» PROMPT
Would you count how many lines of the material below hold the string "edges"? Give only the number.
--- START ---
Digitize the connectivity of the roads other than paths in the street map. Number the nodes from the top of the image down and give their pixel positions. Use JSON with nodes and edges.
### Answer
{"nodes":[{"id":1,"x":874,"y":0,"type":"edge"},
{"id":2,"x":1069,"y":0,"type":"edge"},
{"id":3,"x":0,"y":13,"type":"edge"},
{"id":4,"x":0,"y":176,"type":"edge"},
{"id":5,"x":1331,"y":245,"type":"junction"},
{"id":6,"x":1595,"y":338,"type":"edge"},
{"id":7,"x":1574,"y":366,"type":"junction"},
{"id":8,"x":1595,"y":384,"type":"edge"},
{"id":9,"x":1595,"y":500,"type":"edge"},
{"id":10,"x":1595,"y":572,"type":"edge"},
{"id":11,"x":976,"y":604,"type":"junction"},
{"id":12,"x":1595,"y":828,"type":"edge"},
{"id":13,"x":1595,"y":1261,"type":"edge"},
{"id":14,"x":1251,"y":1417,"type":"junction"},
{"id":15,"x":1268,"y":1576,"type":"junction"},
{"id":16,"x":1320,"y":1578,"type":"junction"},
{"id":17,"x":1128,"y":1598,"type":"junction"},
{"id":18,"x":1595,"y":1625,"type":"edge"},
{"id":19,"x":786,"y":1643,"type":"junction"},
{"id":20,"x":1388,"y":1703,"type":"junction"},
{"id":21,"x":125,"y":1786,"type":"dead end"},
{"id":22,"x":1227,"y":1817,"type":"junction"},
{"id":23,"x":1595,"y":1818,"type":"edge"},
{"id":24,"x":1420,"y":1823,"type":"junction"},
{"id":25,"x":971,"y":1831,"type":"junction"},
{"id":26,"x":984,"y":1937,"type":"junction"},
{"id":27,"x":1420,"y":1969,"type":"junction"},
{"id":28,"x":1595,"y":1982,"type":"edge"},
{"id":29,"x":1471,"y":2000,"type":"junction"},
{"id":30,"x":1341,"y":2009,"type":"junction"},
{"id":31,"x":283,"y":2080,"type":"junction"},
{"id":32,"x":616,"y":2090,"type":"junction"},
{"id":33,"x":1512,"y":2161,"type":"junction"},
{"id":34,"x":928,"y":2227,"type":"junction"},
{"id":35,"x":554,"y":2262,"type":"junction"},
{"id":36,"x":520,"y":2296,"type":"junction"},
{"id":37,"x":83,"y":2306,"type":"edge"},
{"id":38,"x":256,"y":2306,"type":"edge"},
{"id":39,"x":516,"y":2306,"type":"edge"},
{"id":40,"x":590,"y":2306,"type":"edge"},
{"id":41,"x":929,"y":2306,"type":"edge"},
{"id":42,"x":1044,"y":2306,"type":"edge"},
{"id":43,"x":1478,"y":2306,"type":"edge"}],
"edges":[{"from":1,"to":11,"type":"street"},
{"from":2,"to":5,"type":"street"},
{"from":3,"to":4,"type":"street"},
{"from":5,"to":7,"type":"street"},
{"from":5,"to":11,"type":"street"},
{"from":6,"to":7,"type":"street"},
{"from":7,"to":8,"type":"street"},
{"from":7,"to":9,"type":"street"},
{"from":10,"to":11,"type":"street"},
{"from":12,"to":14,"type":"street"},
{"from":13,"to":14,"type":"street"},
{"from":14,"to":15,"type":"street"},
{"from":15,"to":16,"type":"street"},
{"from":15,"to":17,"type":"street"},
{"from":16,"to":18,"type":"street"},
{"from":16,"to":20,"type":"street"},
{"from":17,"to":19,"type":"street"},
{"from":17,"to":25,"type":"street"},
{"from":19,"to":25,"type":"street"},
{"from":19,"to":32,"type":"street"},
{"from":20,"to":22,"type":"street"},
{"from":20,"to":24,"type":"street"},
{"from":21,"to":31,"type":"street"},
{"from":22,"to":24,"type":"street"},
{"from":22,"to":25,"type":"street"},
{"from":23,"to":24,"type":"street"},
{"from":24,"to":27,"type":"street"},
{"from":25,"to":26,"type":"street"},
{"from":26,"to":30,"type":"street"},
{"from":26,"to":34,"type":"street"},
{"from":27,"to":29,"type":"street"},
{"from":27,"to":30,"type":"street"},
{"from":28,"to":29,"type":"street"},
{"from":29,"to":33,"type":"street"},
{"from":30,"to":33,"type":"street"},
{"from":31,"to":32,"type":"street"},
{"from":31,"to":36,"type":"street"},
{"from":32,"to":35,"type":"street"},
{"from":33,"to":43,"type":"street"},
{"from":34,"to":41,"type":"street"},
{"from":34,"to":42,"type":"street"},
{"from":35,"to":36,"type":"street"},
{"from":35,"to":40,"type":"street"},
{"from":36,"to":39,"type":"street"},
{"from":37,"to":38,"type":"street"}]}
--- END ---
» TASK SOLUTION
2